While opposing parties have been required to cooperate in the discovery process for years through mandatory “meet and confer” discussions, recently courts have begun requiring more significant collaboration.  Noting the importance of “transparency in the discovery process,” in Moore v. Publicis Groupe, Magistrate Judge Andrew Peck of the Southern District of New York applauded the parties’ openness in developing an ESI search protocol, and “recommend[ed] that counsel in future cases” discuss, if not agree to, such transparency.  No. 11 Civ. 1279 (ALC)(AJP), 2012 WL 607412 (S.D.N.Y. Feb. 24, 2012).  Likewise, in National Day Laborer Organizing Network v. U.S. Immigration and Customs Enforcement Agency, Judge Shira Scheindlin required the litigants to “work cooperatively to design and execute” targeted searches, including “agree[ing] on search terms and protocols.”  877 F. Supp. 2d. 87 (S.D.N.Y. 2012). 

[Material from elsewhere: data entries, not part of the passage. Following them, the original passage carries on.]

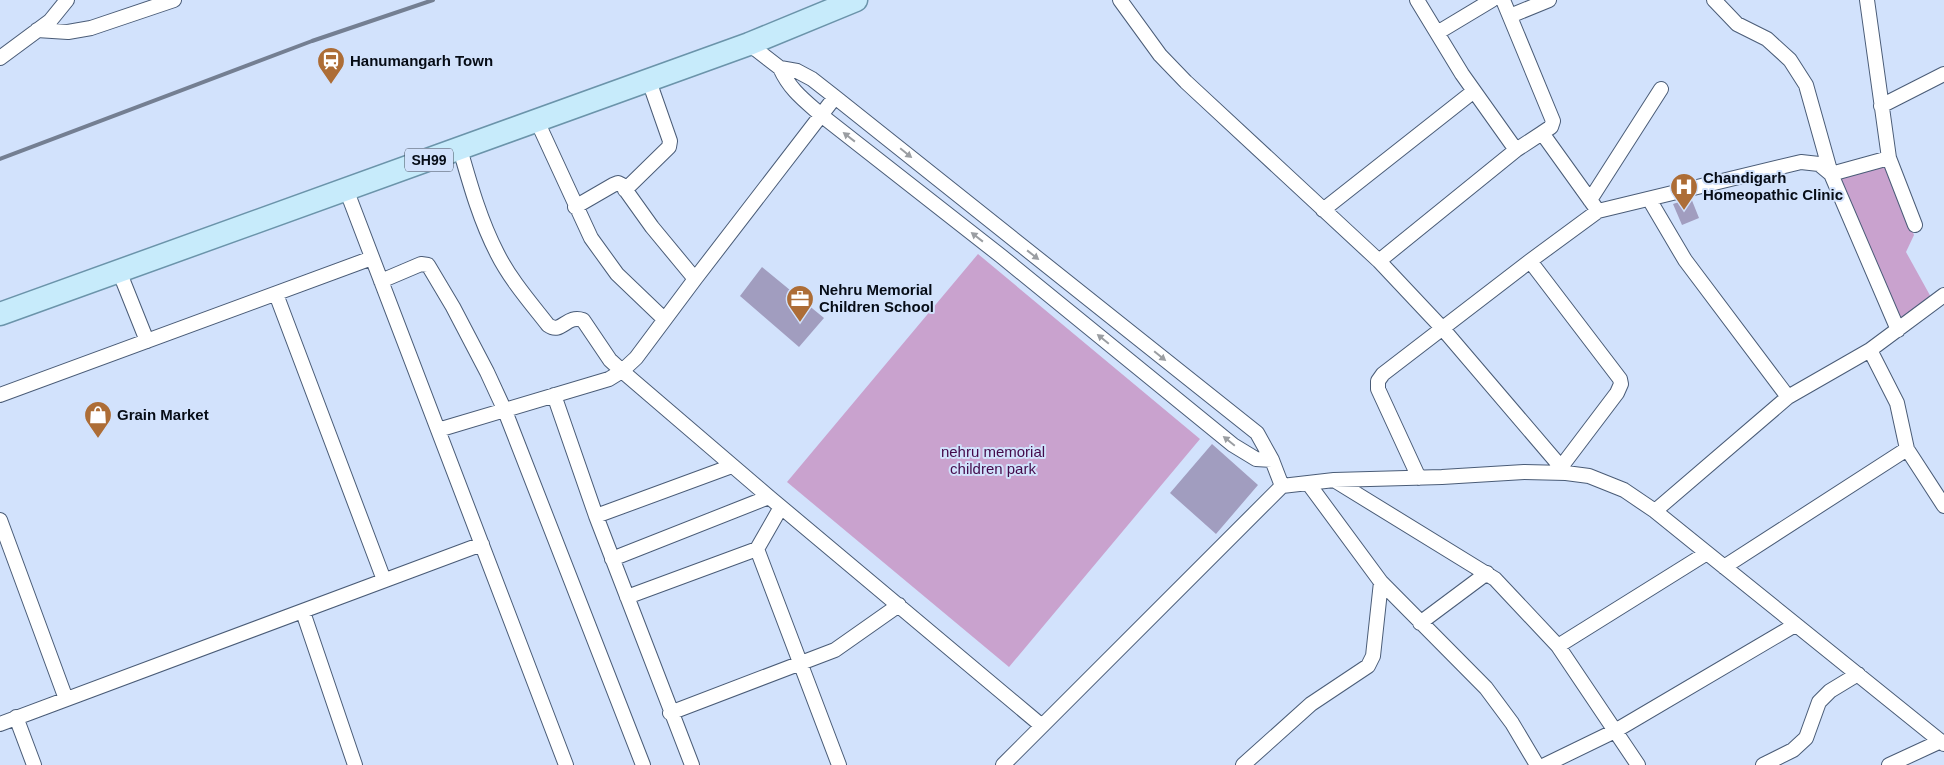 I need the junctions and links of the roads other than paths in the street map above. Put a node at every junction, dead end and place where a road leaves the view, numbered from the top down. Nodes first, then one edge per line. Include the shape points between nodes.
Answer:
1 (67, 0) edge
2 (174, 0) edge
3 (856, 0) edge
4 (1120, 0) edge
5 (1417, 0) edge
6 (1492, 0) edge
7 (1503, 0) edge
8 (1550, 0) edge
9 (1714, 0) edge
10 (1867, 0) edge
11 (1510, 16) junction
12 (38, 30) junction
13 (1436, 33) junction
14 (750, 44) junction
15 (0, 58) edge
16 (780, 68) junction
17 (1944, 74) edge
18 (649, 81) junction
19 (1661, 89) dead end
20 (1474, 91) junction
21 (835, 97) junction
22 (1881, 106) junction
23 (821, 115) junction
24 (537, 121) junction
25 (1542, 134) junction
26 (460, 149) junction
27 (1516, 150) junction
28 (1889, 158) junction
29 (1831, 174) junction
30 (346, 190) junction
31 (625, 190) junction
32 (1649, 200) junction
33 (1594, 206) junction
34 (575, 207) junction
35 (1322, 210) junction
36 (1915, 225) dead end
37 (1014, 240) junction
38 (1001, 256) junction
39 (372, 258) junction
40 (1379, 261) junction
41 (1530, 261) junction
42 (119, 271) junction
43 (695, 279) junction
44 (381, 281) junction
45 (276, 294) junction
46 (1944, 295) edge
47 (0, 314) edge
48 (664, 319) junction
49 (1443, 329) junction
50 (1898, 330) junction
51 (147, 341) junction
52 (1870, 350) junction
53 (622, 371) junction
54 (0, 395) edge
55 (554, 395) junction
56 (1788, 397) junction
57 (505, 411) junction
58 (438, 430) junction
59 (1907, 449) junction
60 (1272, 460) junction
61 (732, 466) junction
62 (1563, 470) junction
63 (1419, 478) junction
64 (1334, 480) junction
65 (1308, 483) junction
66 (1282, 486) junction
67 (769, 497) junction
68 (1944, 506) edge
69 (781, 507) junction
70 (1655, 511) junction
71 (596, 516) junction
72 (0, 520) edge
73 (482, 544) junction
74 (757, 549) junction
75 (1707, 553) junction
76 (612, 559) junction
77 (1724, 567) junction
78 (1487, 573) junction
79 (384, 580) junction
80 (1381, 582) junction
81 (627, 597) junction
82 (899, 606) junction
83 (303, 612) junction
84 (1420, 623) junction
85 (1795, 625) junction
86 (1558, 646) junction
87 (800, 663) junction
88 (1858, 674) junction
89 (66, 699) junction
90 (670, 713) junction
91 (16, 718) junction
92 (0, 724) edge
93 (1042, 726) junction
94 (1615, 731) junction
95 (1942, 743) edge
96 (34, 765) edge
97 (355, 765) edge
98 (566, 765) edge
99 (644, 765) edge
100 (692, 765) edge
101 (839, 765) edge
102 (1003, 765) edge
103 (1243, 765) edge
104 (1537, 765) edge
105 (1545, 765) edge
106 (1638, 765) edge
107 (1763, 765) edge
108 (1889, 765) edge

1 - 12 street via 50,22
2 - 12 street via 91,28 68,32
3 - 14 main road, SH99
4 - 35 street via 1160,55
5 - 13 street
6 - 13 street
7 - 11 street
8 - 11 street
9 - 29 street via 1737,24 1767,39 1790,60 1801,76
10 - 22 street
11 - 25 street via 1553,121
12 - 15 street
13 - 20 street
14 - 16 street
14 - 18 main road, SH99
16 - 21 street via 812,79
16 - 23 street via 787,83
17 - 22 street
18 - 24 main road, SH99
18 - 31 street via 670,141 669,147
19 - 33 street
20 - 27 street
20 - 35 street
21 - 23 street
21 -> 37 street
22 - 28 street
38 -> 23 street
23 - 43 street
24 - 26 main road, SH99
24 - 34 street
25 - 27 street
25 - 33 street
26 - 30 main road, SH99
26 - 53 street via 480,216 497,254 515,282 553,329 576,317 583,320 610,360
27 - 40 street
28 - 29 street
28 - 36 street
29 - 32 street via 1818,164 1800,162
29 - 50 street
30 - 39 street
30 - 42 main road, SH99
31 - 34 street via 618,183
31 - 43 street
32 - 33 street
32 - 56 street via 1685,260
33 - 41 street
34 - 48 street via 603,257
35 - 40 street
37 - 38 street
37 -> 60 street via 1257,433
60 -> 38 street via 1256,459 1246,454
39 - 44 street
39 - 45 street
40 - 49 street
41 - 49 street
41 - 62 street via 1621,384
42 - 47 main road, SH99
42 - 51 street
43 - 48 street
44 - 57 street via 421,264 428,265 488,372
44 - 58 street
45 - 51 street
45 - 79 street
46 - 50 street
48 - 53 street via 636,358
49 - 62 street
49 - 63 street via 1378,381 1378,389
50 - 52 street
51 - 54 street
52 - 56 street
52 - 59 street via 1897,404
53 - 55 street via 609,379
53 - 61 street
55 - 57 street
55 - 71 street
56 - 70 street
57 - 58 street
57 - 99 street
58 - 73 street
59 - 68 street
59 - 77 street
60 - 66 street
61 - 67 street
61 - 71 street
62 - 63 street
62 - 70 street via 1624,490
63 - 64 street
64 - 65 street
64 - 78 street
65 - 66 street
65 - 80 street
66 - 93 street
67 - 69 street
67 - 76 street
69 - 74 street
69 - 82 street
70 - 75 street
71 - 76 street
72 - 89 street
73 - 79 street
73 - 98 street
74 - 81 street
74 - 87 street
75 - 77 street
75 - 86 street
76 - 81 street
77 - 85 street
78 - 84 street
78 - 86 street
79 - 83 street
80 - 84 street
80 - 103 street via 1373,656 1368,666 1311,704
81 - 90 street
82 - 87 street via 846,644
82 - 93 street
83 - 89 street
83 - 97 street
84 - 104 street via 1486,688
85 - 88 street
85 - 94 street
86 - 94 street
87 - 90 street
87 - 101 street
88 - 95 street
88 - 107 street via 1819,702 1806,738 1800,744
89 - 91 street
90 - 100 street
91 - 92 street
91 - 96 street
93 - 102 street
94 - 105 street
94 - 106 street
95 - 108 street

Significantly, failure to collaborate may also lead to negative consequences for the uncooperative party.  In Pippins v. KPMG LLP, Judge Colleen McMahon chastised defendant KPMG for failing to cooperate with plaintiffs in the discovery process.  KPMG refused to provide sample hard drives containing ESI to plaintiffs, and instead sought an order that it had no obligation to preserve them.  KPMG’s refusal to cooperate, and its motion to limit its discovery obligations, led Magistrate Judge Cott to require KPMG to preserve every hard drive for thousands of former employees, despite the significant cost, noting that KPMG’s “ongoing burden is self-inflicted” because of its “recalcitrance.”  No. 11 CIV. 0377 CM JLC, 2011 WL 4701849 (S.D.N.Y. Oct. 7, 2011).  Declining to reverse Judge Cott’s ruling, Judge McMahon called KPMG’s conduct “unreasonable,” “nonsense” and “inappropriate[]” behavior, that “smacks of chutzpah.”  Pippins v. KPMG LLP, 279 F.R.D. 245, 253-56 (S.D.N.Y. 2012).

In addition to the goal of transparency, courts hope that a judicial mandate of cooperation will also yield time and cost savings for all parties.  In Kleen Products LLC v. Packaging Corp. of America, Judge Nolan of the Northern District of Illinois advised the parties on the merits of engaging in a collaborative approach early in the case.  No. 10 C 5711, 2012 WL 4498465 (N.D. Ill. Sept. 28, 2012), objections overruled, 10 C 5711, 2013 WL 120240 (N.D. Ill. Jan. 9, 2013).  Adjudicating a number of outstanding discovery disputes, Judge Nolan noted that the court had already conducted two full days of evidentiary hearings, eleven status hearings and three conferences on ESI disputes -- all of which were in addition to the parties’ private meet and confer sessions conducted over five months.  The Court highlighted its endorsement of The Sedona Conference Cooperation Proclamation, an effort by a third party legal think tank “to promote cooperation by all parties to the discovery process to achieve the goal of a ‘just, speedy, and inexpensive determination of every action.’”  The Cooperation Proclamation urges counsel to collaborate in the e-discovery process, and offers specific methods for accomplishing this goal.

Because litigation is necessarily adversarial, the concept of cooperation may seem somewhat foreign in the context of a pending lawsuit.  However, as The Sedona Conference and judges are emphasizing, antagonistic conduct in discovery is often counterproductive, resulting in unproductive disputes, excessive motion practice, and escalating costs, all of which preclude timely adjudication of an action on the merits.  

The e-discovery process will vary in each case.  Although there is no set of procedures that may be universally applied, and the technologies for implementing an ESI protocol are continuing to evolve, each new judicial opinion helps solidify an understanding of litigants’ e-discovery obligations.  As seen from recent decisions, the clear trend in e-discovery is collaboration.